EXERCISE DATA: Begin

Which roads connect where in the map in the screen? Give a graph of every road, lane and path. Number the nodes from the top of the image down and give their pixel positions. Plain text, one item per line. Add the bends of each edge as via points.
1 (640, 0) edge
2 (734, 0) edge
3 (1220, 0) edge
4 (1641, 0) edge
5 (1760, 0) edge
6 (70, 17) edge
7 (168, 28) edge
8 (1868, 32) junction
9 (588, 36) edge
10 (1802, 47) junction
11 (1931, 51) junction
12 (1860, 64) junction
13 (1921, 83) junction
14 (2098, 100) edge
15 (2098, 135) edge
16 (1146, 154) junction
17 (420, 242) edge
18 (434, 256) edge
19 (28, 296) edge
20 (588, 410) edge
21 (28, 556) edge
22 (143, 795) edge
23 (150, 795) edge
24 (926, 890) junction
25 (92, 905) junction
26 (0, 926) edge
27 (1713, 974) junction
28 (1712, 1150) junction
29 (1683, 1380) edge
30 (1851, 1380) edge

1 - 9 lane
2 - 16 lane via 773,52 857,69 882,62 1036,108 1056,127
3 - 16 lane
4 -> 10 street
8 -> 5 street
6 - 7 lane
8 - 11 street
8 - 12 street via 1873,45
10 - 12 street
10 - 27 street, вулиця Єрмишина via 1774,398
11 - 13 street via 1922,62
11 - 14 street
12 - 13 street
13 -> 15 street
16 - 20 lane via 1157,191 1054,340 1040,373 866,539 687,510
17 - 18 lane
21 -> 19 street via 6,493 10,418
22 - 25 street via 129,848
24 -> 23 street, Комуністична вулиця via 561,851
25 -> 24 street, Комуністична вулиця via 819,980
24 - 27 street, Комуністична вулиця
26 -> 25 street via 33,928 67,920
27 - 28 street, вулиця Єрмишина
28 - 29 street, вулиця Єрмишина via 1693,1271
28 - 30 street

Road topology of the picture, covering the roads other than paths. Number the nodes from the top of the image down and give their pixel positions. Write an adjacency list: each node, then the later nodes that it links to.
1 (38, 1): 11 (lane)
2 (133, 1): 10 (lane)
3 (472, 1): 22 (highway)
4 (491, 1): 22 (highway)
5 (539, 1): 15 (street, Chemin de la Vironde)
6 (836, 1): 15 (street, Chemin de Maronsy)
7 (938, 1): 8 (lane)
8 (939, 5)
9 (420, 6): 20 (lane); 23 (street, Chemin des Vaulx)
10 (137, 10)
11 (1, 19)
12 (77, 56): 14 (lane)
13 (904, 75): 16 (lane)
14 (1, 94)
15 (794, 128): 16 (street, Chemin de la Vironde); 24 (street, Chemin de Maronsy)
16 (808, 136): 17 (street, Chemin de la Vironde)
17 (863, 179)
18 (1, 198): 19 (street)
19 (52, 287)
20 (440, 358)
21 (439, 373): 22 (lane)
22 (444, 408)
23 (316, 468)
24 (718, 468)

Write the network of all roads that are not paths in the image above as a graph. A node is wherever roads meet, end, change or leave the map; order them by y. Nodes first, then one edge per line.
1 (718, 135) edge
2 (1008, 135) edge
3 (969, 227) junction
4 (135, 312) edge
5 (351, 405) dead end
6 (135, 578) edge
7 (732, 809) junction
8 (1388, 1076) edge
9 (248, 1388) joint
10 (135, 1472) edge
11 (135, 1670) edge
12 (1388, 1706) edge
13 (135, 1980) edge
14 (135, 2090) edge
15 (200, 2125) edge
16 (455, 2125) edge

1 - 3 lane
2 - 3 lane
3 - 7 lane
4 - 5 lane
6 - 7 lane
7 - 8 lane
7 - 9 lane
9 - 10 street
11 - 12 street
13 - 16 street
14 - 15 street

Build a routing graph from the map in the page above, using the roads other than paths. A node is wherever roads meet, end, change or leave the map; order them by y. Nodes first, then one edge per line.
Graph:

EXERCISE DATA: End

• _WORK INSTRUCTION_
Please give the data again in full, exactly as written.

• _EXERCISE RESPONSE_
Which roads connect where in the map in the screen? Give a graph of every road, lane and path. Number the nodes from the top of the image down and give their pixel positions. Plain text, one item per line. Add the bends of each edge as via points.
1 (640, 0) edge
2 (734, 0) edge
3 (1220, 0) edge
4 (1641, 0) edge
5 (1760, 0) edge
6 (70, 17) edge
7 (168, 28) edge
8 (1868, 32) junction
9 (588, 36) edge
10 (1802, 47) junction
11 (1931, 51) junction
12 (1860, 64) junction
13 (1921, 83) junction
14 (2098, 100) edge
15 (2098, 135) edge
16 (1146, 154) junction
17 (420, 242) edge
18 (434, 256) edge
19 (28, 296) edge
20 (588, 410) edge
21 (28, 556) edge
22 (143, 795) edge
23 (150, 795) edge
24 (926, 890) junction
25 (92, 905) junction
26 (0, 926) edge
27 (1713, 974) junction
28 (1712, 1150) junction
29 (1683, 1380) edge
30 (1851, 1380) edge

1 - 9 lane
2 - 16 lane via 773,52 857,69 882,62 1036,108 1056,127
3 - 16 lane
4 -> 10 street
8 -> 5 street
6 - 7 lane
8 - 11 street
8 - 12 street via 1873,45
10 - 12 street
10 - 27 street, вулиця Єрмишина via 1774,398
11 - 13 street via 1922,62
11 - 14 street
12 - 13 street
13 -> 15 street
16 - 20 lane via 1157,191 1054,340 1040,373 866,539 687,510
17 - 18 lane
21 -> 19 street via 6,493 10,418
22 - 25 street via 129,848
24 -> 23 street, Комуністична вулиця via 561,851
25 -> 24 street, Комуністична вулиця via 819,980
24 - 27 street, Комуністична вулиця
26 -> 25 street via 33,928 67,920
27 - 28 street, вулиця Єрмишина
28 - 29 street, вулиця Єрмишина via 1693,1271
28 - 30 street

Road topology of the picture, covering the roads other than paths. Number the nodes from the top of the image down and give their pixel positions. Write an adjacency list: each node, then the later nodes that it links to.
1 (38, 1): 11 (lane)
2 (133, 1): 10 (lane)
3 (472, 1): 22 (highway)
4 (491, 1): 22 (highway)
5 (539, 1): 15 (street, Chemin de la Vironde)
6 (836, 1): 15 (street, Chemin de Maronsy)
7 (938, 1): 8 (lane)
8 (939, 5)
9 (420, 6): 20 (lane); 23 (street, Chemin des Vaulx)
10 (137, 10)
11 (1, 19)
12 (77, 56): 14 (lane)
13 (904, 75): 16 (lane)
14 (1, 94)
15 (794, 128): 16 (street, Chemin de la Vironde); 24 (street, Chemin de Maronsy)
16 (808, 136): 17 (street, Chemin de la Vironde)
17 (863, 179)
18 (1, 198): 19 (street)
19 (52, 287)
20 (440, 358)
21 (439, 373): 22 (lane)
22 (444, 408)
23 (316, 468)
24 (718, 468)

Write the network of all roads that are not paths in the image above as a graph. A node is wherever roads meet, end, change or leave the map; order them by y. Nodes first, then one edge per line.
1 (718, 135) edge
2 (1008, 135) edge
3 (969, 227) junction
4 (135, 312) edge
5 (351, 405) dead end
6 (135, 578) edge
7 (732, 809) junction
8 (1388, 1076) edge
9 (248, 1388) joint
10 (135, 1472) edge
11 (135, 1670) edge
12 (1388, 1706) edge
13 (135, 1980) edge
14 (135, 2090) edge
15 (200, 2125) edge
16 (455, 2125) edge

1 - 3 lane
2 - 3 lane
3 - 7 lane
4 - 5 lane
6 - 7 lane
7 - 8 lane
7 - 9 lane
9 - 10 street
11 - 12 street
13 - 16 street
14 - 15 street

Build a routing graph from the map in the page above, using the roads other than paths. A node is wherever roads meet, end, change or leave the map; order them by y. Nodes first, then one edge per line.
Graph:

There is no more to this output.